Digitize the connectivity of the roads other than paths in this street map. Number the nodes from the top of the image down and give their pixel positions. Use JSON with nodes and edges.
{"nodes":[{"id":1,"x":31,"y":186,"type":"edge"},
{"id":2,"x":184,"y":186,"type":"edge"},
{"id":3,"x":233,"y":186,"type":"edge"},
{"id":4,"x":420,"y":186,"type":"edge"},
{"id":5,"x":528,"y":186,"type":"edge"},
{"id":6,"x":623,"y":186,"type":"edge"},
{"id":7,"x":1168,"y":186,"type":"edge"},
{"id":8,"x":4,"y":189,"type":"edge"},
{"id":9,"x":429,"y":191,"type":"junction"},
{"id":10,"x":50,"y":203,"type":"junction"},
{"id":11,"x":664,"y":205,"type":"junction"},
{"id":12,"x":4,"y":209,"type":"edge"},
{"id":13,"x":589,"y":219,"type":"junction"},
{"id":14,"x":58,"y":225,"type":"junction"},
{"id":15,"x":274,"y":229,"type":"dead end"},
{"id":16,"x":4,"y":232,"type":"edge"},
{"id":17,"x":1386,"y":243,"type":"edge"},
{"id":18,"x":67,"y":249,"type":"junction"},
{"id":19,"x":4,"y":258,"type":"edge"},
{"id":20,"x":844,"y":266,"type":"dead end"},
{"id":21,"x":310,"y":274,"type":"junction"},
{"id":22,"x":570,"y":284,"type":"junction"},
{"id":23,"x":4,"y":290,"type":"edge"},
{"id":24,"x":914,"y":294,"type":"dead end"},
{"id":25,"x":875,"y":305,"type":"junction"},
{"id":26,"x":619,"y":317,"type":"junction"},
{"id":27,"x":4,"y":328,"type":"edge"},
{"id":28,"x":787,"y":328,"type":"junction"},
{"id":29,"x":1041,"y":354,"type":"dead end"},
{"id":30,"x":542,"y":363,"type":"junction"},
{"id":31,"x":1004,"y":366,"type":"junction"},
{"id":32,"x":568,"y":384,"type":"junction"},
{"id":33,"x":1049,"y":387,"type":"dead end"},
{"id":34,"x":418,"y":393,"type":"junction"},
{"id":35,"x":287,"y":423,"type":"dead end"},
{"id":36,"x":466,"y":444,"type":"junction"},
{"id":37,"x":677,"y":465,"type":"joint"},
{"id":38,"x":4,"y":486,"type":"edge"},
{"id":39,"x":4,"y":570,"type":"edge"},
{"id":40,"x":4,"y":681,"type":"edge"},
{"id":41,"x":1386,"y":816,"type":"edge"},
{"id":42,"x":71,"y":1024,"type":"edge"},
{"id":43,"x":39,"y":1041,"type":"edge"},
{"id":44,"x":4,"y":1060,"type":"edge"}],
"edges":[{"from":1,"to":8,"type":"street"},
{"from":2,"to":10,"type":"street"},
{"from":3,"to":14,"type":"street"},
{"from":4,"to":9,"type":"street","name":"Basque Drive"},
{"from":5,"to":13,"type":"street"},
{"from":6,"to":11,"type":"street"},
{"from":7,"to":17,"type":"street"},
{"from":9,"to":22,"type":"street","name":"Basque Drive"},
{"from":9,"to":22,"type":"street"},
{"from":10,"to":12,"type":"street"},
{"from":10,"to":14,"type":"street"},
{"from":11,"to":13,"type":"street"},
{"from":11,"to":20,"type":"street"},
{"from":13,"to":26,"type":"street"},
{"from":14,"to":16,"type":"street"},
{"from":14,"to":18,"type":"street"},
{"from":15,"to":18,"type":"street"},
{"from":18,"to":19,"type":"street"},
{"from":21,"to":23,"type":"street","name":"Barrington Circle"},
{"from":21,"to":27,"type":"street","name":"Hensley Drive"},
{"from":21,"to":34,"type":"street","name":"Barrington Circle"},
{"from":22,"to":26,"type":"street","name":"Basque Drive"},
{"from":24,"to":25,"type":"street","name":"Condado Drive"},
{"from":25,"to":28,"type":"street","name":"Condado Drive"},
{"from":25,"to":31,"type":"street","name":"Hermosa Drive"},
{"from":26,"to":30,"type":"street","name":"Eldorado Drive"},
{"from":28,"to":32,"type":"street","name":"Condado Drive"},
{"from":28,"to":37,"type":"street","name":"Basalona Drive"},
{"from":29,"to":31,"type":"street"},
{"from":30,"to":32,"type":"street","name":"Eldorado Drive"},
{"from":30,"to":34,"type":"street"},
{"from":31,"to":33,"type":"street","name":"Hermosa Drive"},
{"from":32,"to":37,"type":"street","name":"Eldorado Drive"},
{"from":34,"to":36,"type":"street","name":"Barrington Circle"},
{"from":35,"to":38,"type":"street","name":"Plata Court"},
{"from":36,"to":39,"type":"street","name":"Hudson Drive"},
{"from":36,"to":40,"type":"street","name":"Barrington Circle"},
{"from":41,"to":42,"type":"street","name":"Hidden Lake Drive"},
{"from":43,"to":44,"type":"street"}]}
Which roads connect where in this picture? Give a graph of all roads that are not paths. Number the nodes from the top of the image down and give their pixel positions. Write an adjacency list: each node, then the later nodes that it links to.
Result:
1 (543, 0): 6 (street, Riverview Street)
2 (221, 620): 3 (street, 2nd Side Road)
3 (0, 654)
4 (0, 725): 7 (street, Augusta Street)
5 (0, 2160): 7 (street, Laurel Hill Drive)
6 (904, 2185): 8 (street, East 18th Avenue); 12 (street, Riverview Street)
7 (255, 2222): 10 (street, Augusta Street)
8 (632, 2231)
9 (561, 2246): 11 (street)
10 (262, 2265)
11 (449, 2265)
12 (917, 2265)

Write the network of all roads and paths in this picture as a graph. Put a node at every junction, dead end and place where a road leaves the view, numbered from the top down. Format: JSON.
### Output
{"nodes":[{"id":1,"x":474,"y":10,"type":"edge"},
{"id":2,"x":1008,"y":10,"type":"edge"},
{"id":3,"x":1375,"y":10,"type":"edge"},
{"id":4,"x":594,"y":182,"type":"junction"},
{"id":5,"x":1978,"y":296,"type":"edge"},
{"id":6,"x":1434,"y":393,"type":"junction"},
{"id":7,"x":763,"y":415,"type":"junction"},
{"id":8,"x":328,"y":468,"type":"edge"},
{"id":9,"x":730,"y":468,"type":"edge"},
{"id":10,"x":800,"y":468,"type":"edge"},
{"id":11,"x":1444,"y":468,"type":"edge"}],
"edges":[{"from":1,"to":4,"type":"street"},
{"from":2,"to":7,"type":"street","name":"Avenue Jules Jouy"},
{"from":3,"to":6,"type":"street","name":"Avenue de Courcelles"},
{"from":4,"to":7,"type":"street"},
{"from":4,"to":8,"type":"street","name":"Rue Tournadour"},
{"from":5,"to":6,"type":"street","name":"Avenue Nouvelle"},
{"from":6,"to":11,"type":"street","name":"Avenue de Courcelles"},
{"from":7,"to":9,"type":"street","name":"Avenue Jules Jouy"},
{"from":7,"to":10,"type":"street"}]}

○ ○ ○ ○ ○

ABOUT THIS EXERCISE
The complete data above is to be written out again as it stands.

RESULT
Digitize the connectivity of the roads other than paths in this street map. Number the nodes from the top of the image down and give their pixel positions. Use JSON with nodes and edges.
{"nodes":[{"id":1,"x":31,"y":186,"type":"edge"},
{"id":2,"x":184,"y":186,"type":"edge"},
{"id":3,"x":233,"y":186,"type":"edge"},
{"id":4,"x":420,"y":186,"type":"edge"},
{"id":5,"x":528,"y":186,"type":"edge"},
{"id":6,"x":623,"y":186,"type":"edge"},
{"id":7,"x":1168,"y":186,"type":"edge"},
{"id":8,"x":4,"y":189,"type":"edge"},
{"id":9,"x":429,"y":191,"type":"junction"},
{"id":10,"x":50,"y":203,"type":"junction"},
{"id":11,"x":664,"y":205,"type":"junction"},
{"id":12,"x":4,"y":209,"type":"edge"},
{"id":13,"x":589,"y":219,"type":"junction"},
{"id":14,"x":58,"y":225,"type":"junction"},
{"id":15,"x":274,"y":229,"type":"dead end"},
{"id":16,"x":4,"y":232,"type":"edge"},
{"id":17,"x":1386,"y":243,"type":"edge"},
{"id":18,"x":67,"y":249,"type":"junction"},
{"id":19,"x":4,"y":258,"type":"edge"},
{"id":20,"x":844,"y":266,"type":"dead end"},
{"id":21,"x":310,"y":274,"type":"junction"},
{"id":22,"x":570,"y":284,"type":"junction"},
{"id":23,"x":4,"y":290,"type":"edge"},
{"id":24,"x":914,"y":294,"type":"dead end"},
{"id":25,"x":875,"y":305,"type":"junction"},
{"id":26,"x":619,"y":317,"type":"junction"},
{"id":27,"x":4,"y":328,"type":"edge"},
{"id":28,"x":787,"y":328,"type":"junction"},
{"id":29,"x":1041,"y":354,"type":"dead end"},
{"id":30,"x":542,"y":363,"type":"junction"},
{"id":31,"x":1004,"y":366,"type":"junction"},
{"id":32,"x":568,"y":384,"type":"junction"},
{"id":33,"x":1049,"y":387,"type":"dead end"},
{"id":34,"x":418,"y":393,"type":"junction"},
{"id":35,"x":287,"y":423,"type":"dead end"},
{"id":36,"x":466,"y":444,"type":"junction"},
{"id":37,"x":677,"y":465,"type":"joint"},
{"id":38,"x":4,"y":486,"type":"edge"},
{"id":39,"x":4,"y":570,"type":"edge"},
{"id":40,"x":4,"y":681,"type":"edge"},
{"id":41,"x":1386,"y":816,"type":"edge"},
{"id":42,"x":71,"y":1024,"type":"edge"},
{"id":43,"x":39,"y":1041,"type":"edge"},
{"id":44,"x":4,"y":1060,"type":"edge"}],
"edges":[{"from":1,"to":8,"type":"street"},
{"from":2,"to":10,"type":"street"},
{"from":3,"to":14,"type":"street"},
{"from":4,"to":9,"type":"street","name":"Basque Drive"},
{"from":5,"to":13,"type":"street"},
{"from":6,"to":11,"type":"street"},
{"from":7,"to":17,"type":"street"},
{"from":9,"to":22,"type":"street","name":"Basque Drive"},
{"from":9,"to":22,"type":"street"},
{"from":10,"to":12,"type":"street"},
{"from":10,"to":14,"type":"street"},
{"from":11,"to":13,"type":"street"},
{"from":11,"to":20,"type":"street"},
{"from":13,"to":26,"type":"street"},
{"from":14,"to":16,"type":"street"},
{"from":14,"to":18,"type":"street"},
{"from":15,"to":18,"type":"street"},
{"from":18,"to":19,"type":"street"},
{"from":21,"to":23,"type":"street","name":"Barrington Circle"},
{"from":21,"to":27,"type":"street","name":"Hensley Drive"},
{"from":21,"to":34,"type":"street","name":"Barrington Circle"},
{"from":22,"to":26,"type":"street","name":"Basque Drive"},
{"from":24,"to":25,"type":"street","name":"Condado Drive"},
{"from":25,"to":28,"type":"street","name":"Condado Drive"},
{"from":25,"to":31,"type":"street","name":"Hermosa Drive"},
{"from":26,"to":30,"type":"street","name":"Eldorado Drive"},
{"from":28,"to":32,"type":"street","name":"Condado Drive"},
{"from":28,"to":37,"type":"street","name":"Basalona Drive"},
{"from":29,"to":31,"type":"street"},
{"from":30,"to":32,"type":"street","name":"Eldorado Drive"},
{"from":30,"to":34,"type":"street"},
{"from":31,"to":33,"type":"street","name":"Hermosa Drive"},
{"from":32,"to":37,"type":"street","name":"Eldorado Drive"},
{"from":34,"to":36,"type":"street","name":"Barrington Circle"},
{"from":35,"to":38,"type":"street","name":"Plata Court"},
{"from":36,"to":39,"type":"street","name":"Hudson Drive"},
{"from":36,"to":40,"type":"street","name":"Barrington Circle"},
{"from":41,"to":42,"type":"street","name":"Hidden Lake Drive"},
{"from":43,"to":44,"type":"street"}]}
Which roads connect where in this picture? Give a graph of all roads that are not paths. Number the nodes from the top of the image down and give their pixel positions. Write an adjacency list: each node, then the later nodes that it links to.
Result:
1 (543, 0): 6 (street, Riverview Street)
2 (221, 620): 3 (street, 2nd Side Road)
3 (0, 654)
4 (0, 725): 7 (street, Augusta Street)
5 (0, 2160): 7 (street, Laurel Hill Drive)
6 (904, 2185): 8 (street, East 18th Avenue); 12 (street, Riverview Street)
7 (255, 2222): 10 (street, Augusta Street)
8 (632, 2231)
9 (561, 2246): 11 (street)
10 (262, 2265)
11 (449, 2265)
12 (917, 2265)

Write the network of all roads and paths in this picture as a graph. Put a node at every junction, dead end and place where a road leaves the view, numbered from the top down. Format: JSON.
### Output
{"nodes":[{"id":1,"x":474,"y":10,"type":"edge"},
{"id":2,"x":1008,"y":10,"type":"edge"},
{"id":3,"x":1375,"y":10,"type":"edge"},
{"id":4,"x":594,"y":182,"type":"junction"},
{"id":5,"x":1978,"y":296,"type":"edge"},
{"id":6,"x":1434,"y":393,"type":"junction"},
{"id":7,"x":763,"y":415,"type":"junction"},
{"id":8,"x":328,"y":468,"type":"edge"},
{"id":9,"x":730,"y":468,"type":"edge"},
{"id":10,"x":800,"y":468,"type":"edge"},
{"id":11,"x":1444,"y":468,"type":"edge"}],
"edges":[{"from":1,"to":4,"type":"street"},
{"from":2,"to":7,"type":"street","name":"Avenue Jules Jouy"},
{"from":3,"to":6,"type":"street","name":"Avenue de Courcelles"},
{"from":4,"to":7,"type":"street"},
{"from":4,"to":8,"type":"street","name":"Rue Tournadour"},
{"from":5,"to":6,"type":"street","name":"Avenue Nouvelle"},
{"from":6,"to":11,"type":"street","name":"Avenue de Courcelles"},
{"from":7,"to":9,"type":"street","name":"Avenue Jules Jouy"},
{"from":7,"to":10,"type":"street"}]}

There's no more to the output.